Our study revealed an inverse association between pregnancy complications and psychological distress, anxiety and trauma related stress. Pregnancy complications do not measure the mother’s “fear of losing the baby” explicitly, but may be an indicator of this phenomenon. Indeed the pregnancy complication variables “planned Caesarean section”, and “infection in pregnancy” turned out to be the predictors of low maternal psychological distress and traumarelated stress scores in the IES and the GHQ. A planned Caesarean implies more control in labor than an emergency Caesarean or a spontaneous vaginal delivery. Previous studies that have explored the association between maternal distress and physical complications in pregnancy and in infants in the perinatal or postnatal period have reported results that run counter to those of our study [41, 4752].

Some of the results in our study have been difficult to explain but should be mentioned for future research purposes. For instance, we found an significant association in our correlation analysis between lower maternal mental health problems in STAI-X1 and two medical conditions the child was treated for after birth; the common condition patent ductus arteriosis (PDA) and the more severe hypospadias condition.

Medical conditions that require treatment and surgery may easily be assumed as distressing for the parents. Why these conditions lower the maternal anxiety in the STAI-X1 scale is not obvious, but may be explained by the extended support to the parents that the medical staff are likely to give in such an occasion. Our study also detected an association at the 10% significant level between intraventricular hemorrhage (IVF) grade 1 or 2 and high levels of maternal traumarelated problems measured by IES (Table 4). IVF grade 1 or 2 is less severe than grade 3 or 4 which may be reflected in the level of support to the parents from the medical staff. The parents on the other hand could be distressed by the IVF grade 1 or 2 condition and be worried that the IVF incidence will have an negative influence on their baby’s development.

Strength/limitations

The preterm participants came from well-defined geographic areas and were included consecutively in the study, thus minimizing selection bias. The response rate is high. The psychometric instruments (IES, GHQ, STAI) used in our study are all well-validated. We have assessed several important aspects of mental health problems, like psychological distress, anxiety, and trauma-related stress and also assessed tentative clinical diagnosis for the prevalence of mental health problems.

The present study describes a small group of mothers giving preterm birth with higher educational attainments, older age and higher socioeconomic status than would be found in a typical population of mothers who deliver preterm in Norway. Thus, one should be cautious about generalizing from this study. The homogeneity of the study group in terms of socio-demographic background and distress related to it is clearly a limitation in this study. On the other hand our results were controlled for highrisk socio-economic background variables. A more detailed assessment of maternal trauma related experiences prior to the pregnancy would of course have strengthened our study. However, data was collected of the study group’s mental history and about their pregnancy experiences.

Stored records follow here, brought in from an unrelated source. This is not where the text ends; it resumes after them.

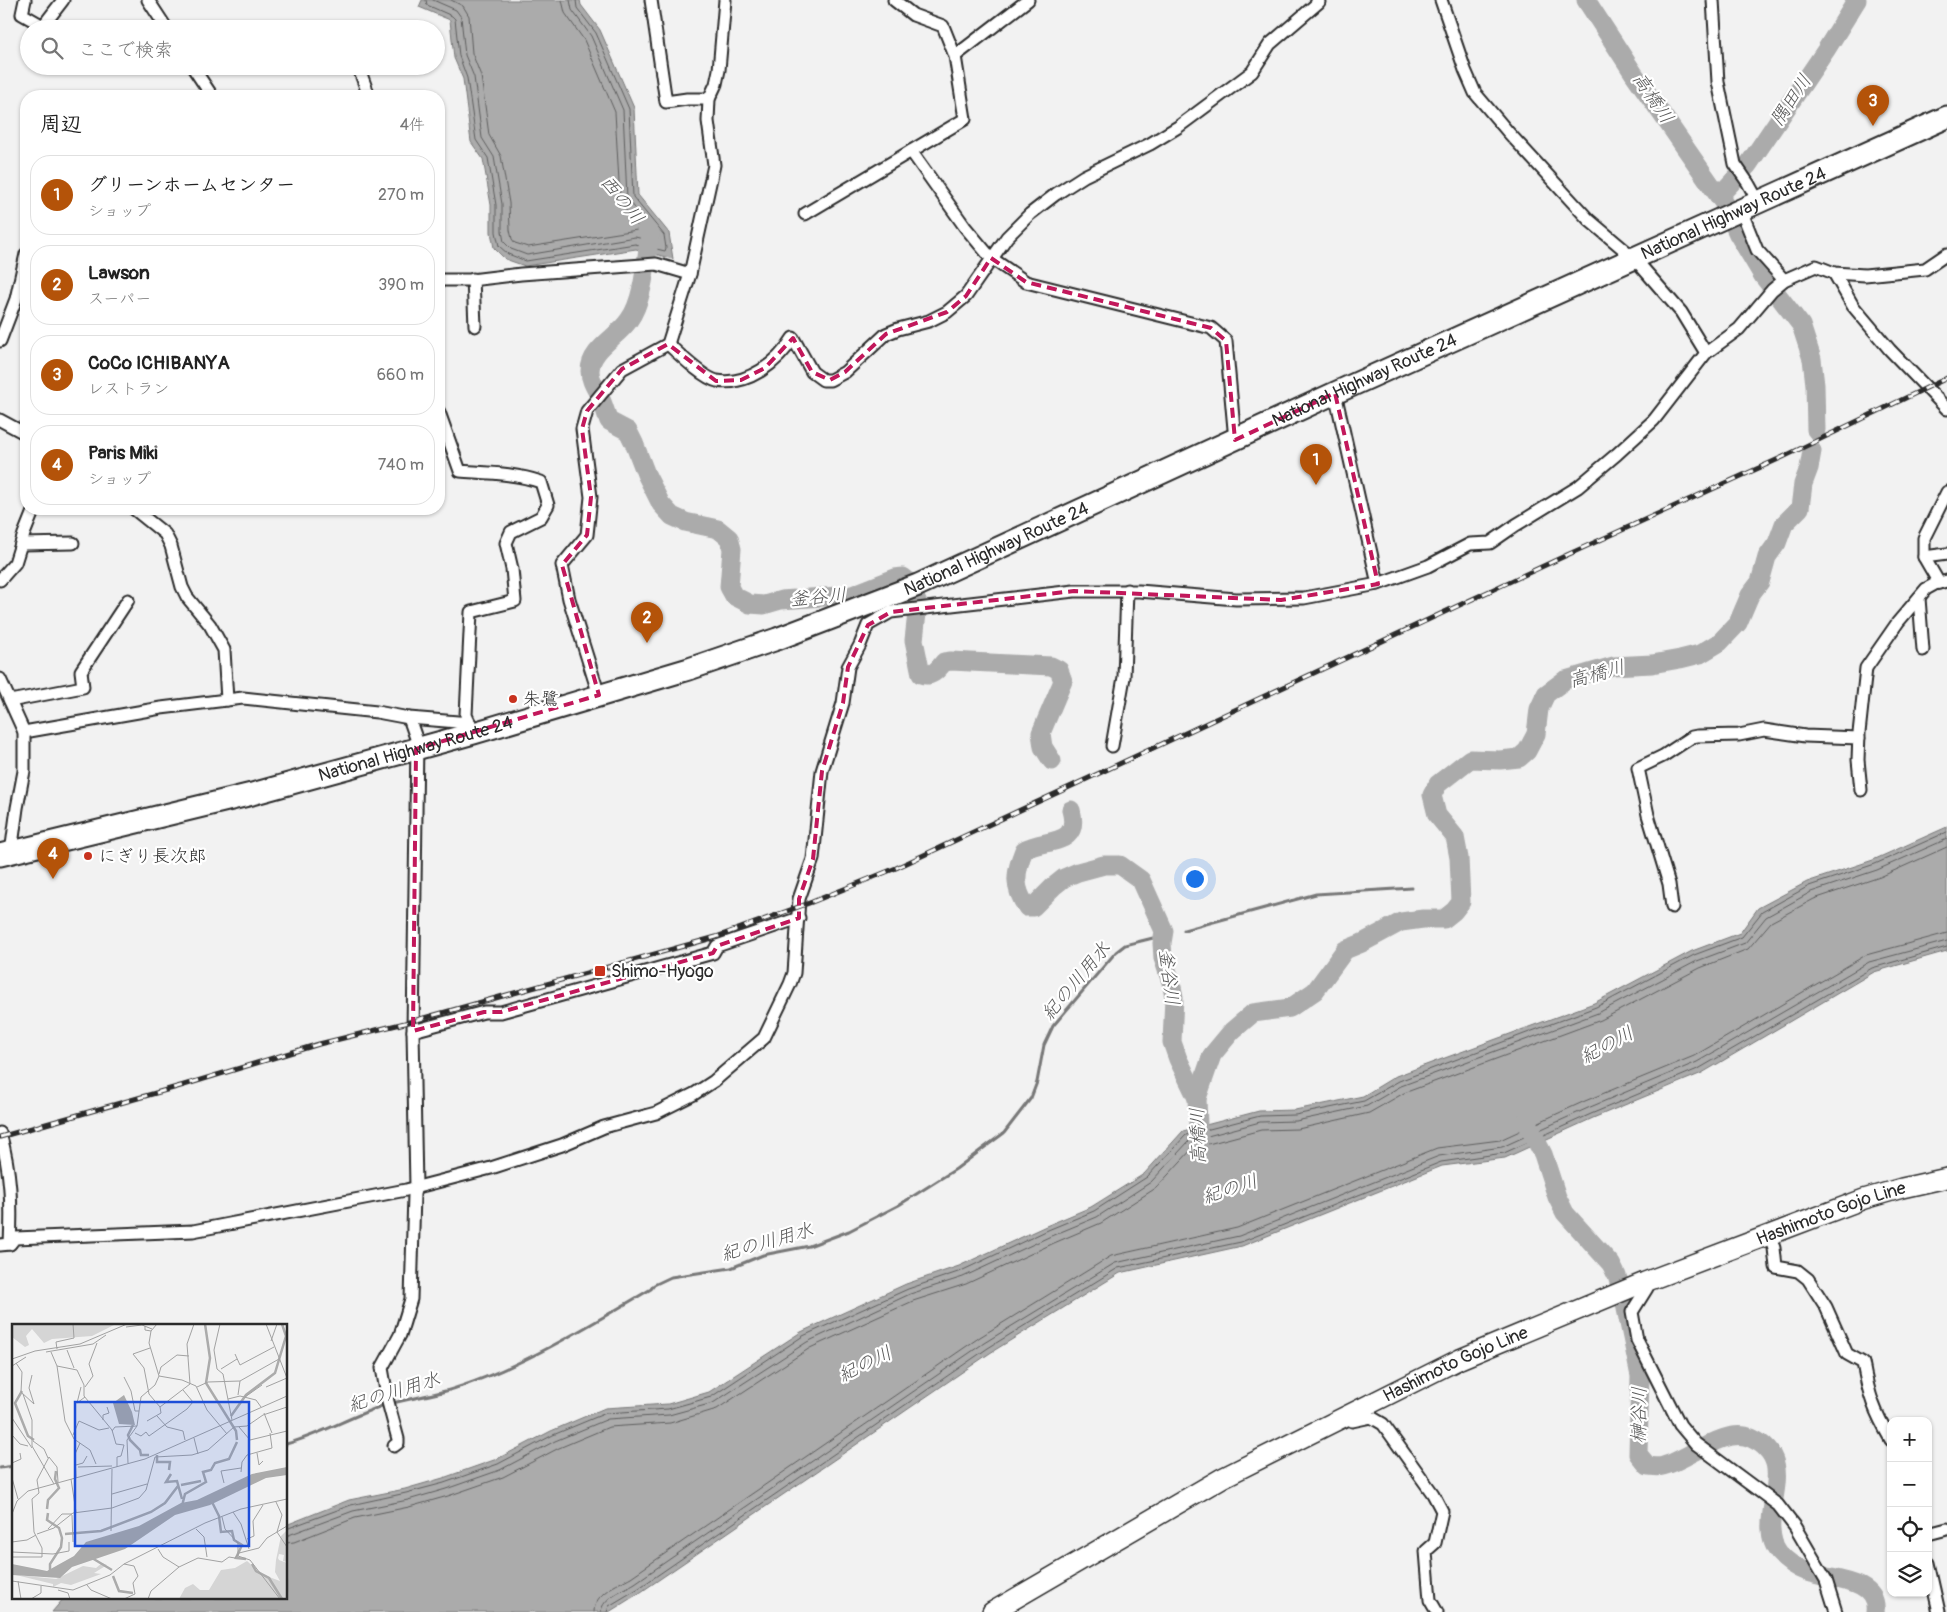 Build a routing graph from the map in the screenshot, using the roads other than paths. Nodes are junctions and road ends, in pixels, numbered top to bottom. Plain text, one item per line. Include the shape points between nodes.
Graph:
1 (25, 0) edge
2 (63, 0) edge
3 (148, 0) edge
4 (651, 0) edge
5 (725, 0) edge
6 (894, 0) edge
7 (1028, 0) edge
8 (1317, 0) edge
9 (1441, 0) edge
10 (1712, 0) edge
11 (32, 20) edge
12 (48, 20) edge
13 (161, 20) edge
14 (954, 56) junction
15 (198, 75) edge
16 (361, 75) edge
17 (208, 90) edge
18 (367, 90) edge
19 (709, 98) junction
20 (1947, 117) edge
21 (911, 151) junction
22 (1749, 206) junction
23 (805, 214) dead end
24 (1947, 254) edge
25 (991, 258) junction
26 (1634, 258) junction
27 (1834, 273) junction
28 (690, 274) junction
29 (473, 279) junction
30 (445, 280) edge
31 (1784, 280) junction
32 (20, 281) edge
33 (475, 326) dead end
34 (0, 341) edge
35 (668, 344) junction
36 (1706, 354) junction
37 (1335, 393) junction
38 (1947, 409) edge
39 (0, 420) edge
40 (445, 429) edge
41 (20, 431) edge
42 (1235, 440) junction
43 (1947, 492) edge
44 (32, 515) edge
45 (141, 515) edge
46 (73, 543) dead end
47 (21, 544) junction
48 (1947, 554) edge
49 (1924, 557) junction
50 (0, 580) edge
51 (1943, 582) edge
52 (1378, 584) junction
53 (1127, 590) junction
54 (1919, 598) junction
55 (128, 600) dead end
56 (1923, 650) dead end
57 (0, 679) edge
58 (599, 695) junction
59 (227, 700) junction
60 (10, 701) junction
61 (409, 718) junction
62 (472, 728) junction
63 (24, 732) junction
64 (1859, 738) junction
65 (1112, 746) dead end
66 (416, 749) junction
67 (1861, 790) dead end
68 (6, 854) edge
69 (1672, 907) dead end
70 (799, 918) junction
71 (413, 1031) junction
72 (0, 1133) edge
73 (1947, 1178) edge
74 (416, 1187) junction
75 (1770, 1236) junction
76 (5, 1244) edge
77 (1630, 1288) junction
78 (1345, 1416) junction
79 (1887, 1433) edge
80 (394, 1446) dead end
81 (1947, 1529) edge
82 (1932, 1533) edge
83 (1932, 1581) edge
84 (992, 1612) edge
85 (1437, 1612) edge
86 (1836, 1612) edge
87 (1939, 1612) edge

1 - 11 street via 22,14
2 - 12 street
3 - 13 street
4 - 19 street via 666,102
5 - 19 street via 719,70
6 - 14 street via 913,15 943,26
7 - 14 street
8 - 25 street via 1319,2 1270,44 1252,72 1178,127 1056,194 1030,214
9 - 26 street via 1476,93 1589,220
10 - 22 street via 1718,82 1735,164 1748,183
14 - 21 street via 965,119
15 - 17 street
16 - 18 street
19 - 28 street via 708,121 714,165
20 - 22 highway, National Highway Route 24
21 - 23 street
21 - 25 street
22 - 26 highway, National Highway Route 24
22 - 31 street via 1757,250
24 - 27 street via 1924,269 1865,275
25 - 35 street via 966,296 947,312 886,334 845,372 830,380 823,380 812,372 793,338 765,368 741,380 716,381
25 - 42 street via 1026,282 1211,328 1226,342
26 - 36 street via 1681,312
26 - 37 highway, National Highway Route 24
27 - 31 street via 1816,266
27 - 38 street via 1853,306
28 - 29 street via 656,264
28 - 35 street
29 - 30 street
29 - 33 street
31 - 36 street via 1764,298 1739,329
32 - 34 street
35 - 58 street via 622,368 586,411 582,429 591,497 586,535 562,565
36 - 52 street via 1654,420 1578,487 1490,543 1470,544 1428,566
37 - 42 highway, National Highway Route 24
37 - 52 street
39 - 41 street
40 - 62 street via 460,471 526,477 541,482 548,505 541,517 511,532 506,542 515,601 471,612 466,715
42 - 58 highway, National Highway Route 24 via 910,588 778,639
43 - 49 street via 1924,538
44 - 47 street
45 - 59 street via 165,534 187,597 210,625 224,650
46 - 47 street
47 - 50 street via 15,563
48 - 49 street
49 - 51 street
51 - 54 street via 1926,589
52 - 53 street via 1280,600
53 - 65 street via 1124,677
53 - 70 street via 1074,591 918,608 891,612 868,624 848,667 843,703 822,771 813,859 799,899
54 - 56 street
54 - 64 street via 1866,668
55 - 60 street via 81,671 83,687
57 - 60 street
58 - 62 highway, National Highway Route 24
59 - 61 street via 243,698
59 - 63 street
60 - 63 street
61 - 62 street
61 - 66 street via 417,741
62 - 66 highway, National Highway Route 24
63 - 68 street via 24,771
64 - 67 street
64 - 69 street via 1805,736 1764,730 1738,735 1705,735 1692,737 1638,768
66 - 68 highway, National Highway Route 24 via 252,794
66 - 71 street
70 - 71 street via 717,946 713,953 502,1012 484,1012
70 - 74 street via 794,973 777,1014 764,1038 714,1081 656,1112 604,1127 562,1145 491,1168
71 - 74 street
72 - 76 street via 12,1202
73 - 75 main road, Hashimoto Gojo Line via 1864,1199
74 - 76 street via 193,1231 15,1238
74 - 80 street via 411,1299 400,1335 382,1368 398,1439
75 - 77 main road, Hashimoto Gojo Line
75 - 79 street via 1776,1267 1798,1271 1808,1279 1826,1307 1847,1354 1863,1363 1869,1395
77 - 78 main road, Hashimoto Gojo Line via 1460,1359
77 - 86 street via 1647,1288 1632,1312 1636,1340 1680,1425 1696,1444 1778,1505 1826,1580
78 - 84 main road, Hashimoto Gojo Line via 1222,1478
78 - 85 street via 1352,1422 1371,1417 1382,1424 1442,1511 1435,1543 1426,1551 1430,1600
81 - 82 street
83 - 87 street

A tentative clinical diagnosis based on information from the standardized self reports was assessed by a psychiatrist. A diagnostic semistructured interview, however, would have been preferable in addition to information from psychometric self-report questionnaires to make a correct clinical diagnosis.

Conclusions

Our study revealed a substantial level of psychological distress in mothers who deliver preterm. Posttraumatic stress was the most common psychological reaction to preterm delivery in this study. Significant physical predictors that were discovered should be further investigated. Our findings imply that mothers’ psychological reactions to preterm birth need to be taken into account at maternity wards. The need for intervention and psychotherapy should be considered at an early stage and while the infant still is in the NICU. It is, however, necessary to investigate these results closer in a prospective and longitudinal study as these psychological patterns might change over time.